* [INSTRUCTIONS FOR THE TASK]
Locate every line in the material below that has the word "this". Copy each of those lines.

SUPPLIED ENTRIES Block Start

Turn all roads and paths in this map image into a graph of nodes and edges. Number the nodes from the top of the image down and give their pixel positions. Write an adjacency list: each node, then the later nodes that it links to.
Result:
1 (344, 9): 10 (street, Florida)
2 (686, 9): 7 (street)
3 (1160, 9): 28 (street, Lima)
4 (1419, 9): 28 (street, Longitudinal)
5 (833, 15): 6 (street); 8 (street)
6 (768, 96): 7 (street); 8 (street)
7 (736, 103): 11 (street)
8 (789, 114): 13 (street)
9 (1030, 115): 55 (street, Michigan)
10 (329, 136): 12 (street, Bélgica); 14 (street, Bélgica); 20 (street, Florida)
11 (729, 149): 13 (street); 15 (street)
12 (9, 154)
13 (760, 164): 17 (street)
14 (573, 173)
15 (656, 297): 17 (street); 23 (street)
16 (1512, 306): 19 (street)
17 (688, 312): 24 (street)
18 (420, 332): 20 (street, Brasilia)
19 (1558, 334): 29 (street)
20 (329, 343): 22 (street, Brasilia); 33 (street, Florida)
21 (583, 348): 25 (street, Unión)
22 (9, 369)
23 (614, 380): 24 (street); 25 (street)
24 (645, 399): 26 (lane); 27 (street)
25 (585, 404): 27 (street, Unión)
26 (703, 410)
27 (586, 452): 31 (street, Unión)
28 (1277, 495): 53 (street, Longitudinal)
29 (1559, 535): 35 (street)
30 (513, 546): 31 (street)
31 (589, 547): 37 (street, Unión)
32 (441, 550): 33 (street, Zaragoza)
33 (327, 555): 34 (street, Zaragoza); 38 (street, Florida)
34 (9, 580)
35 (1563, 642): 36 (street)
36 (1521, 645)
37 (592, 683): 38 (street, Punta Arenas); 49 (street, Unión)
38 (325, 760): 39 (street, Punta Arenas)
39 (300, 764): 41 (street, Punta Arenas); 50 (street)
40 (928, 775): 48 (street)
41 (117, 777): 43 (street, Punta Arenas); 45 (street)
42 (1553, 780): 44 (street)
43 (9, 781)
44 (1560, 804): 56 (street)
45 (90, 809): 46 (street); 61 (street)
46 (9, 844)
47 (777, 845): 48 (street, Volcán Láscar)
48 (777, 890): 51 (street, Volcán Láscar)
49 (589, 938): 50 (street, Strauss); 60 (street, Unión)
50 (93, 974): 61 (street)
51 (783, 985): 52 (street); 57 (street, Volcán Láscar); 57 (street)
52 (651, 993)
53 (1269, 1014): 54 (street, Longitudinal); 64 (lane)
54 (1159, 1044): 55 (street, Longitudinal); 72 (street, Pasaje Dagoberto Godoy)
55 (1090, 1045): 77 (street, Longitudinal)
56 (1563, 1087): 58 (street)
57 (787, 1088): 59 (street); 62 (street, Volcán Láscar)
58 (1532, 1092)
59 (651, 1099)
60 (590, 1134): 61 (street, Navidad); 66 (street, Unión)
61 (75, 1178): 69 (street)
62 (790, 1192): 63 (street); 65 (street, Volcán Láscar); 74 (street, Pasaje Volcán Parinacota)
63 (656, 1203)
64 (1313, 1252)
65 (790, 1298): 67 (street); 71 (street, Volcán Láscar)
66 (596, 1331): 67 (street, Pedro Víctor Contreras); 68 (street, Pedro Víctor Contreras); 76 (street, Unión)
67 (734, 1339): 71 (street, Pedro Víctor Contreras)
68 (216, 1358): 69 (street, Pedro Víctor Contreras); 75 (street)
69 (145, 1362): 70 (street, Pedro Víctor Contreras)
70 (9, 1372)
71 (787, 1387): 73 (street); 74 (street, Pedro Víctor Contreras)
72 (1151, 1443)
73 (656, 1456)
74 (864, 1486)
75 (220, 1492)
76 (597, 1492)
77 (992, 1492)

SUPPLIED ENTRIES Block End
SUPPLIED ENTRIES Block Start

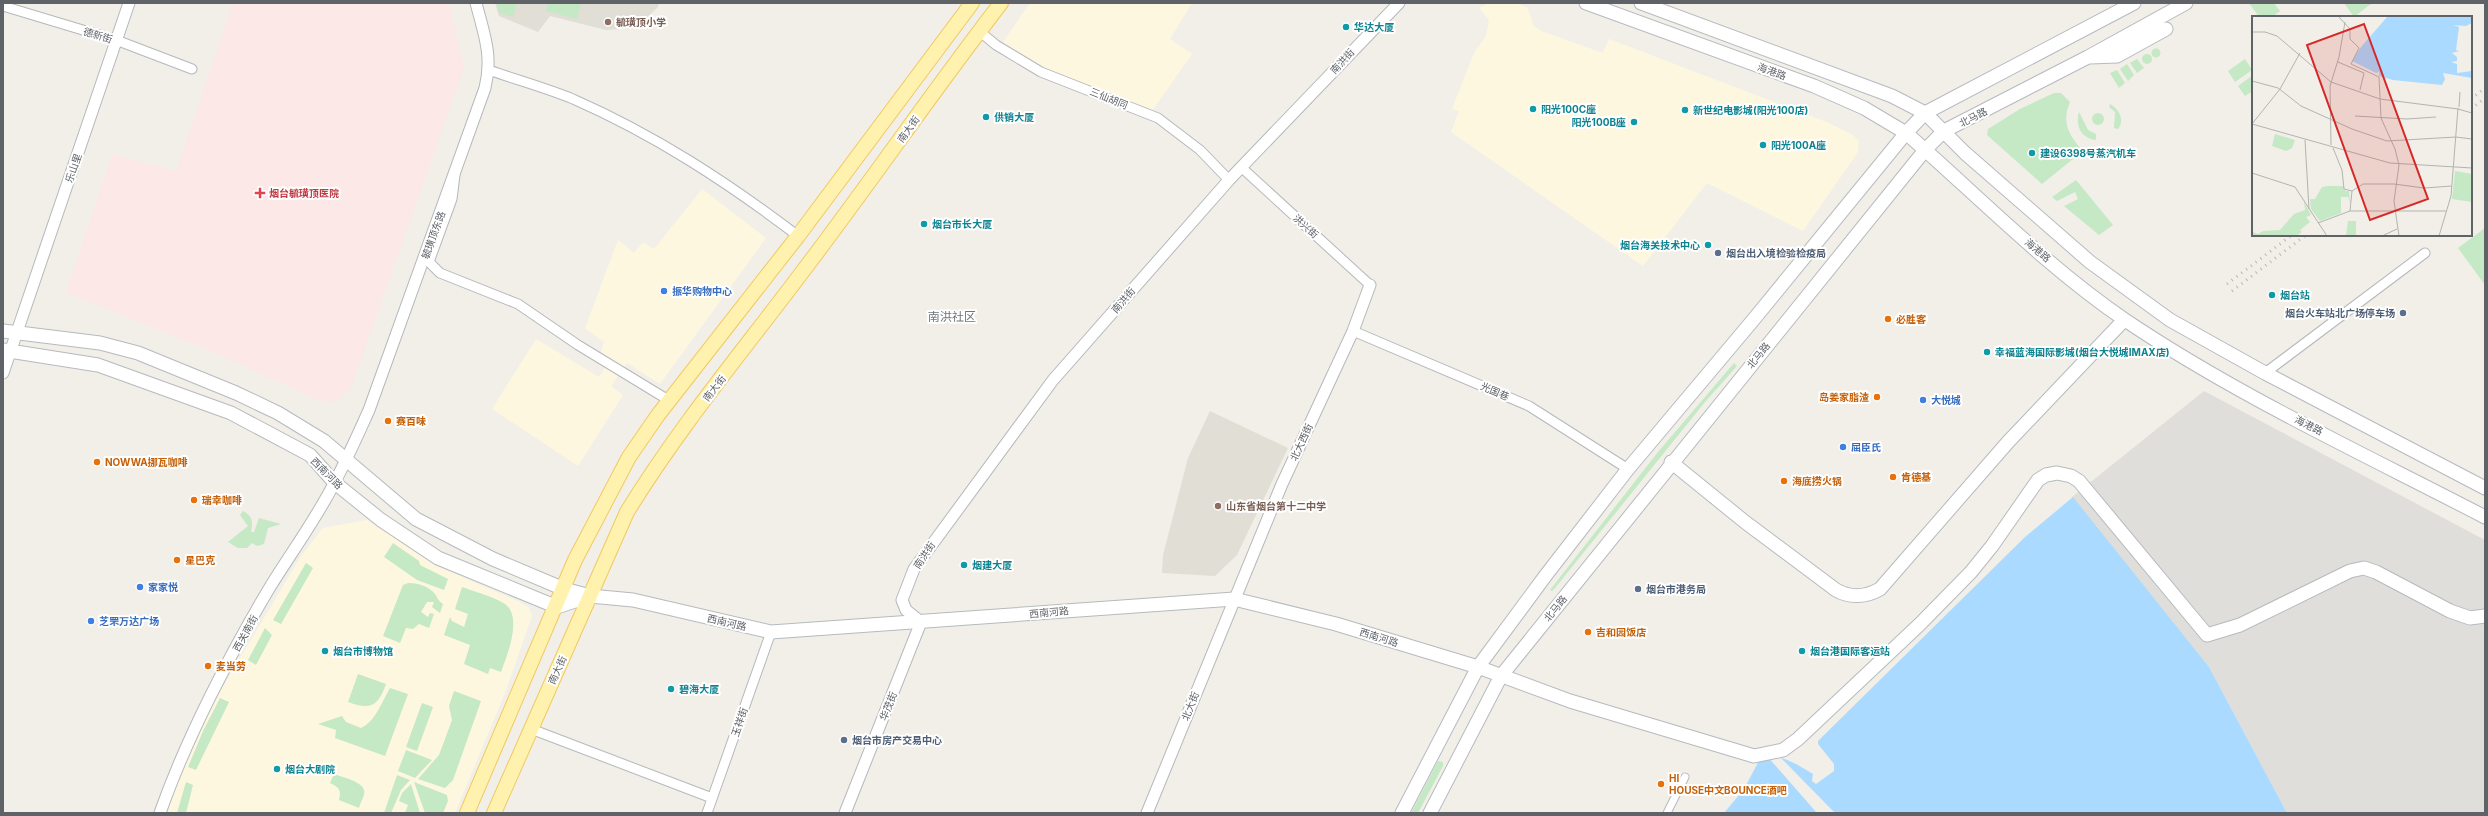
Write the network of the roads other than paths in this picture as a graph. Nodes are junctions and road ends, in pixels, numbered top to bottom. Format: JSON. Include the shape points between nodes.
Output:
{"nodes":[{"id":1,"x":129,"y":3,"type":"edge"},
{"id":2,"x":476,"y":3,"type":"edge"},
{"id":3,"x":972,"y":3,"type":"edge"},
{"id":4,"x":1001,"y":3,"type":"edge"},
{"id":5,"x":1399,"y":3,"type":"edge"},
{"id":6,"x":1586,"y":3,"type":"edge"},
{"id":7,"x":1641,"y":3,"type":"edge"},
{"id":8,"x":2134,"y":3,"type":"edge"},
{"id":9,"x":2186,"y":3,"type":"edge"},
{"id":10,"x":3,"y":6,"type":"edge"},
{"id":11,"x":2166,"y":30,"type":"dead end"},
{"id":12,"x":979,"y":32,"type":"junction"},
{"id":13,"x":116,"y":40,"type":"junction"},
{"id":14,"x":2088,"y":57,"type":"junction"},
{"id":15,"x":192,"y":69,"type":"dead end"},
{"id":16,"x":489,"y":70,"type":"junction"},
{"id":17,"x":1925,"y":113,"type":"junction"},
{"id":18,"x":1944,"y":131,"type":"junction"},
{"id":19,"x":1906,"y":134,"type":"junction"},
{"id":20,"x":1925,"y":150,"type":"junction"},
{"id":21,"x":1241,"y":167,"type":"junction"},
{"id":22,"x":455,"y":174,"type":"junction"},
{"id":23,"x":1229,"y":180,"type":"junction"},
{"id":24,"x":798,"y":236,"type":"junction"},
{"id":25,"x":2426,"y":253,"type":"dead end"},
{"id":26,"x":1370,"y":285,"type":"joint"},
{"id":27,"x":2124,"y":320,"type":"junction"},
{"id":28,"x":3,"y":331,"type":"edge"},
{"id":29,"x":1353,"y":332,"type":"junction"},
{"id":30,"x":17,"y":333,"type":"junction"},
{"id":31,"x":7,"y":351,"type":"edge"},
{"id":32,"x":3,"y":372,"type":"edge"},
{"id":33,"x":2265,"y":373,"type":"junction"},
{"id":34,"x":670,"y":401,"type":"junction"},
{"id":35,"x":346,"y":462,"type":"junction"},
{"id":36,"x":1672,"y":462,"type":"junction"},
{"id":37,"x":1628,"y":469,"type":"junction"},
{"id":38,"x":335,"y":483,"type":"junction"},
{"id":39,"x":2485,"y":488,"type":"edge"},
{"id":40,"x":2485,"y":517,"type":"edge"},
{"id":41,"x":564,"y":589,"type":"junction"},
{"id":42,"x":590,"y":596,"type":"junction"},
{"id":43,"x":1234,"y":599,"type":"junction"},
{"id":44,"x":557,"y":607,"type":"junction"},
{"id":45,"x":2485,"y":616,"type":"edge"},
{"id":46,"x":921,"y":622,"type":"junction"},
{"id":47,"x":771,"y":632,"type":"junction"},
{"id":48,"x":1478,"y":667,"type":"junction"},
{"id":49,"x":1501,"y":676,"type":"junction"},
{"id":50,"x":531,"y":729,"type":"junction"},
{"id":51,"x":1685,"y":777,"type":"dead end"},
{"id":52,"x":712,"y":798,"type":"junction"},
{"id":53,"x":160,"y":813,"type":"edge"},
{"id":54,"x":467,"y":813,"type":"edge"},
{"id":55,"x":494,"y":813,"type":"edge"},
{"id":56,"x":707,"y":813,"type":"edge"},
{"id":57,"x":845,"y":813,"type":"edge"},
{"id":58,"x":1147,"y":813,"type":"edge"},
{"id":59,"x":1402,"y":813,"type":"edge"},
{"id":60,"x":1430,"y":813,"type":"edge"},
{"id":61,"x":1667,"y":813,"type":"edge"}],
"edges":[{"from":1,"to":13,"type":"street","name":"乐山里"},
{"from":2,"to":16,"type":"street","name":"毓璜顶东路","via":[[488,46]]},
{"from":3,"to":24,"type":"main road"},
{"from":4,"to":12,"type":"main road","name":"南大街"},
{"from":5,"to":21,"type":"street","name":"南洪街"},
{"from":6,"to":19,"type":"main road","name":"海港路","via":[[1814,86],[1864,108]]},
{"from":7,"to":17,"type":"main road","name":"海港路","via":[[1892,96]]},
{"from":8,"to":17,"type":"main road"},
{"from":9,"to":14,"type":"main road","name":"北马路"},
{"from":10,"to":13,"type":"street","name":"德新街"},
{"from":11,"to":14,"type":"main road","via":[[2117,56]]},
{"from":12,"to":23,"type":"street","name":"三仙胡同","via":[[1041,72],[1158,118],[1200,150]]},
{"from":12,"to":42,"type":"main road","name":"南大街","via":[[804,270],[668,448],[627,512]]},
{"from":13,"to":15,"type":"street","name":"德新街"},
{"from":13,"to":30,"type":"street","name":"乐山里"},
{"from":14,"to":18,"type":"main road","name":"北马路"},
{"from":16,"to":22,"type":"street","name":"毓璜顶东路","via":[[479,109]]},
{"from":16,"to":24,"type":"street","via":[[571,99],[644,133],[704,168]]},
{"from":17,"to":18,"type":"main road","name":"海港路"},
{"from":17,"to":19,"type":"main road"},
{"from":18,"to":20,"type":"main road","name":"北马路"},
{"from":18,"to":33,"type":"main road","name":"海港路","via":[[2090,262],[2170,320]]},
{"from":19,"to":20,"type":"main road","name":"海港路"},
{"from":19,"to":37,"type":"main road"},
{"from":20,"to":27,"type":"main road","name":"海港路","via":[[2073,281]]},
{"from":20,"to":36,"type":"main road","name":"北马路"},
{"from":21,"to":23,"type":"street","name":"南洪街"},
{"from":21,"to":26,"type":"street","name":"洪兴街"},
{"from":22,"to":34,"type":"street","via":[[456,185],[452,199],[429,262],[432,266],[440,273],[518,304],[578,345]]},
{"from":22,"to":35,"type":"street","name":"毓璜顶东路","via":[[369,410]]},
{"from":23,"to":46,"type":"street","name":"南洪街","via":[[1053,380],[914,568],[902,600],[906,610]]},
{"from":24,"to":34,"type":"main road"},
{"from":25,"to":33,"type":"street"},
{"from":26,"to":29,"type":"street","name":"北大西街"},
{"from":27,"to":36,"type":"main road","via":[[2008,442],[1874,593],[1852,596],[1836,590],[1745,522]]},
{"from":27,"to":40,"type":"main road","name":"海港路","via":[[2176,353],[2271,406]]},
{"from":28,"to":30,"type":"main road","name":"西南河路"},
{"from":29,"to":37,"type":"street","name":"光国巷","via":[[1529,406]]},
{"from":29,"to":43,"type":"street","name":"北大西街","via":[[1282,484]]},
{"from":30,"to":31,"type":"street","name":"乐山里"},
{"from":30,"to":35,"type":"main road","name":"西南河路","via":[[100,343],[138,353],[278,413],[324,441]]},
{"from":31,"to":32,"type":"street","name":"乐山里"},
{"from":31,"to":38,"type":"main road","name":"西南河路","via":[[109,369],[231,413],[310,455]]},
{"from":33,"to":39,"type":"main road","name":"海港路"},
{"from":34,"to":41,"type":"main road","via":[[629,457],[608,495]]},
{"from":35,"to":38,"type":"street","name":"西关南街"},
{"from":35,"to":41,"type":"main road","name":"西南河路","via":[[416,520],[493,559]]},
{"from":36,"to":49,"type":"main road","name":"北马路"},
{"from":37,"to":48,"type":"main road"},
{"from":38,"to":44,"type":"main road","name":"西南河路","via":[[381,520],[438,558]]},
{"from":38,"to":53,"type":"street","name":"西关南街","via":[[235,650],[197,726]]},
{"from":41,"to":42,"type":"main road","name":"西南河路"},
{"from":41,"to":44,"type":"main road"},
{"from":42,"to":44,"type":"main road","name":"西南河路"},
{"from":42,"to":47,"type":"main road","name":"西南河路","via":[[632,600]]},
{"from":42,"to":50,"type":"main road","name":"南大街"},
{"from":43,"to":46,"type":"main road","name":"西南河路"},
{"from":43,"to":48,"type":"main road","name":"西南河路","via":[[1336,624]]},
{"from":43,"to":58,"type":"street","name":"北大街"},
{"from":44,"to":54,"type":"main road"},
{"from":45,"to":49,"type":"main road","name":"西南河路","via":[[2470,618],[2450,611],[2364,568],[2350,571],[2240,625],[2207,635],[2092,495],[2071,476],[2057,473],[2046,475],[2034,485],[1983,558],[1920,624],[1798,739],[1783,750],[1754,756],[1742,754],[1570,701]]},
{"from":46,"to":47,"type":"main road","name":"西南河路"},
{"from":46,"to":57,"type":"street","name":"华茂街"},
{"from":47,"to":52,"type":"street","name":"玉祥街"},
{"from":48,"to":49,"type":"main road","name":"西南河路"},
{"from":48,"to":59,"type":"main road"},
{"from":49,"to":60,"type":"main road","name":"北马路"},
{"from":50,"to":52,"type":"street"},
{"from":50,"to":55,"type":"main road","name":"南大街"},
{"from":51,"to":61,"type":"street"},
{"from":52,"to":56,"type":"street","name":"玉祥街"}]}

SUPPLIED ENTRIES Block End

* [WRITTEN ANSWER]
Turn all roads and paths in this map image into a graph of nodes and edges. Number the nodes from the top of the image down and give their pixel positions. Write an adjacency list: each node, then the later nodes that it links to.
Write the network of the roads other than paths in this picture as a graph. Nodes are junctions and road ends, in pixels, numbered top to bottom. Format: JSON. Include the shape points between nodes.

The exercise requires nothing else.